Submitted: 5 years ago.
Category: Mental Health
Expert:  TherapistMarryAnn replied 5 years ago.

Hi, I'd like to help you with your question.


It sounds like you are experiencing caregiver burnout, a very common problem for people who care for a disabled or elderly person. Between the worry, the work and the need for constant attention, it is easy to see why you would experience this problem. In caring for your elderly mother, you get no breaks. Being the sole source of support for someone is draining and difficult.


There are many resources you can rely on to help. Is there a Department of Aging near you? If so, contact them about what services they can offer you. You can get Meals on Wheels, ACCESS transportation, help in the home with cleaning and shopping and many other services. They may also be able to provide someone to stay with your mother while you take a break. Some Dept of Aging agencies also have a caregivers program that offer income for you to help you care for your mother in the home. Depending on the size and funding of your local aging office, they may offer this as well.

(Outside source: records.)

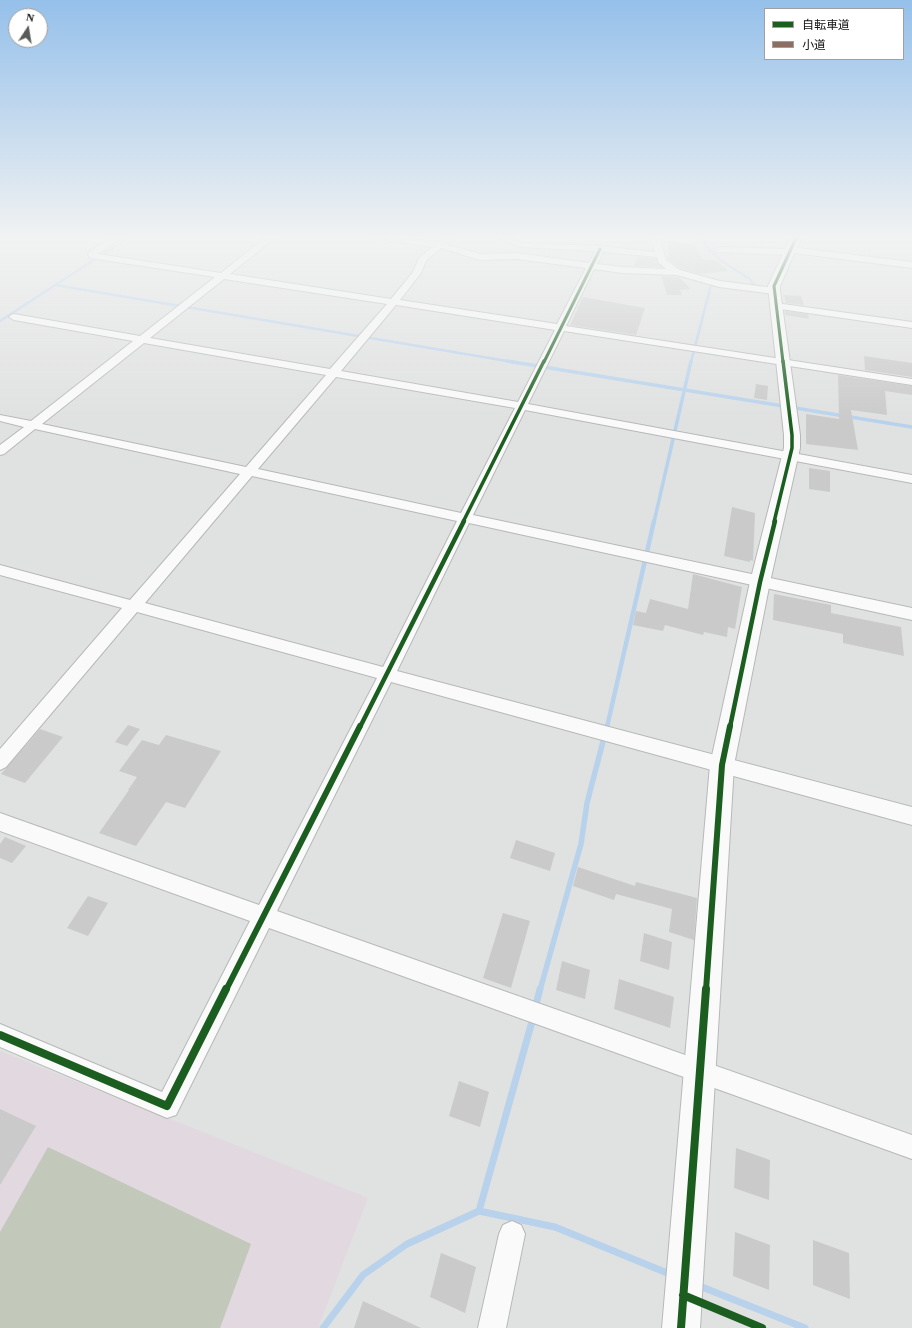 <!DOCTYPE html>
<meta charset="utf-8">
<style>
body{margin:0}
#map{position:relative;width:912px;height:1328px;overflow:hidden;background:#e0e1e1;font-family:"Times New Roman","Noto Sans JP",serif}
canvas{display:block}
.legend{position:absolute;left:764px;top:8px;width:140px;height:52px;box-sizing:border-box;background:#fff;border:1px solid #a0a0a0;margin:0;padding:5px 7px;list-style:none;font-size:12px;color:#111112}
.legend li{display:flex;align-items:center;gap:8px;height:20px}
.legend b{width:20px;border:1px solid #a0a0a0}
.north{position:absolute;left:8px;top:8px;width:40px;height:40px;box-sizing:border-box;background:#fff;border:1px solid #a0a0a0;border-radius:50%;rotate:12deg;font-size:11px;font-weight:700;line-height:16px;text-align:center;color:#111112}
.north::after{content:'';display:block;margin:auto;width:14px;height:18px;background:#595a5a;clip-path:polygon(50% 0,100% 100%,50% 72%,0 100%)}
</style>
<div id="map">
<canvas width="912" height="1328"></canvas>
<ul class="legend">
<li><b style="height:5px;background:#1b5e20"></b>自転車道</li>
<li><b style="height:5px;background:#8d6e63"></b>小道</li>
</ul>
<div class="north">N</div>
</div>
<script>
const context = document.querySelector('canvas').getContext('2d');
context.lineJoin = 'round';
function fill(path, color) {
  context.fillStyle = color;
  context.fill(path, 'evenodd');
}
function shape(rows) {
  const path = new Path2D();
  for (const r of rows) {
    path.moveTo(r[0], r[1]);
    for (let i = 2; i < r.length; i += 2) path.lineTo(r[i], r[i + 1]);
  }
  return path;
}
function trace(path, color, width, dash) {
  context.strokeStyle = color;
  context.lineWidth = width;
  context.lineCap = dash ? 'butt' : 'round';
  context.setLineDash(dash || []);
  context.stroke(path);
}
fill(shape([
 [0,1051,368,1198,318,1328,0,1328]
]), '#e2d8e0');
fill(shape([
 [48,1147,251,1244,220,1328,0,1328,0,1232]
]), '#c2c8ba');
trace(shape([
 [701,236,706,246,720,260,750,279,757,290],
 [55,285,513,362],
 [0,321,131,236],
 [691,362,711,285,719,286]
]), '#b9d2ec', 2.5);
trace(shape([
 [507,361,912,427],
 [654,522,691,361]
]), '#b9d2ec', 3.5);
trace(shape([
 [607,727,654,521]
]), '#b9d2ec', 4.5);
trace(shape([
 [540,990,581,844,587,803,607,726]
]), '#b9d2ec', 5.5);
trace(shape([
 [535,1009,540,989],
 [479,1211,533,1018],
 [697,1285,805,1328],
 [323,1328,363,1275,407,1244,479,1211,555,1227,672,1275]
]), '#b9d2ec', 7);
fill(shape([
 [667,241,695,243,702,259,716,260,728,271,699,274,681,269,667,259,667,257,669,257],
 [637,257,656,258,658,263,662,267,634,266],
 [661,276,679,277,691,289,680,290,682,295,667,295],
 [784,295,801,296,804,305,786,303],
 [583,297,645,308,636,335,570,325],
 [785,311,808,314,809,319,785,315],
 [864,356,912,363,912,377,865,370],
 [838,375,912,386,912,395,885,391,887,415,851,410,858,450,806,444,806,414,839,419],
 [756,384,768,386,767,400,754,398],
 [809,468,830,471,830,492,809,489],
 [732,507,755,513,753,561,750,560,750,562,724,556],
 [693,574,742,587,735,629,728,627,727,637,704,632,703,635,665,625,663,631,633,625,636,611,646,613,650,599,688,609],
 [774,594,831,605,831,613,901,627,904,656,843,643,843,634,773,620],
 [128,725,140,729,127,746,115,742],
 [40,729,63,737,25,783,1,774],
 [166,735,221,751,185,808,166,802,136,846,99,833,129,790,128,790,137,777,119,771,142,740,159,745],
 [5,837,26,846,12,863,0,858,0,844],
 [516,840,555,853,550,871,510,858],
 [578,867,635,886,636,882,697,898,694,940,669,932,672,909,616,894,614,900,573,886],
 [88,896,108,903,88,936,67,928],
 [503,913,530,921,511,988,483,978],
 [644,933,672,942,669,970,640,961],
 [562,961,590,970,585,999,556,990],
 [619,979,674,997,670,1028,614,1009],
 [459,1081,489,1092,480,1127,449,1116],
 [0,1109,36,1126,0,1185],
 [736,1148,770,1160,769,1200,734,1188],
 [735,1232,770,1245,769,1290,733,1276],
 [813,1240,849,1253,850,1299,813,1285],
 [441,1253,476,1267,465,1313,430,1297],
 [363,1301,421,1328,354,1328]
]), '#cacaca');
const street = shape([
 [114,236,124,236,98,254,221,273,267,236,277,236,230,274,391,299,413,272,419,258,433,247,371,238,367,236,392,236,438,242,446,236,455,236,446,244,480,254,517,253,589,263,595,251,520,247,493,236,505,236,521,243,600,246,655,252,651,236,659,236,666,260,680,270,720,281,774,288,779,291,774,294,719,287,677,275,622,273,594,269,566,326,912,379,912,385,564,331,528,404,912,475,912,483,525,410,473,515,912,608,912,620,469,523,397,671,912,807,912,825,391,682,277,911,912,1135,912,1159,269,928,176,1115,167,1118,0,1047,0,1024,162,1092,250,921,0,831,0,813,259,905,377,678,137,612,6,767,0,770,0,749,122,608,0,575,0,565,130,600,240,474,35,429,4,454,0,455,0,445,24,427,0,421,0,415,31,421,133,341,14,320,9,317,11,315,14,314,140,336,215,277,90,258,88,254,89,252,114,236],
 [441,248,480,260,517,259,586,268,557,324,400,300,421,273,426,261,441,248],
 [603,252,657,257,659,263,666,269,622,267,597,264,603,252],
 [224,279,387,304,330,369,150,338,224,279],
 [396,305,555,330,518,402,341,371,396,305],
 [144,343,326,375,246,467,42,424,144,343],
 [336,377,515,408,461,513,258,469,336,377],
 [252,476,457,521,383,667,145,603,252,476],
 [720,247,786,249,790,247,912,262,912,268,794,253,790,255,717,252,716,250,720,247],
 [776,303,912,322,912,328,773,308,771,306,773,304,776,303],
 [512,1221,521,1225,525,1234,506,1328,478,1328,499,1234,503,1225,512,1221]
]);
const secondary = shape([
 [791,236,802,236,780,286,780,290,800,435,800,448,770,582,734,765,700,1328,662,1328,710,765,750,582,784,448,784,435,768,286,791,236]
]);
trace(street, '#b7b8b8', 2);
trace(secondary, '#b7b8b8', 2);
fill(street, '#fafafa');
fill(secondary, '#fafafa');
trace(shape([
 [383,238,385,236]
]), '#8d6e63', 2.5, [4.5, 2.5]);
trace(shape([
 [544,362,600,249],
 [783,362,774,286,797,236]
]), '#1b5e20', 3);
trace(shape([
 [463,522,544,361],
 [774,522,792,448,792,435,783,361]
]), '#1b5e20', 3.5);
trace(shape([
 [360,727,464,521],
 [730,727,760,582,775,521]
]), '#1b5e20', 4.5);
trace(shape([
 [226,990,360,726],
 [706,990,722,765,730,726]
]), '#1b5e20', 6);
trace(shape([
 [0,1035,167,1106,226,989],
 [683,1295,762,1328],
 [681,1328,706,989]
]), '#1b5e20', 8);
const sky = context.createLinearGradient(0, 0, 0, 422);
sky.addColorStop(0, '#95c0ea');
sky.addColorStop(0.56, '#f1f2f2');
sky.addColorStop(1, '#f1f2f200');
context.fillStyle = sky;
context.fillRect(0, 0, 912, 422);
</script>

Can your mother attend a senior center program? You may be able to have her stay there while you work. The Dept. of Aging will be able to help you find one close to you.


There are also many support groups available. Here is a link to help you find one. Within the help guide, there are many links to more resources as well.


Your mother's doctor may also be another resource to help you. Ask her doctor what services are available in your area to help you care for your mother.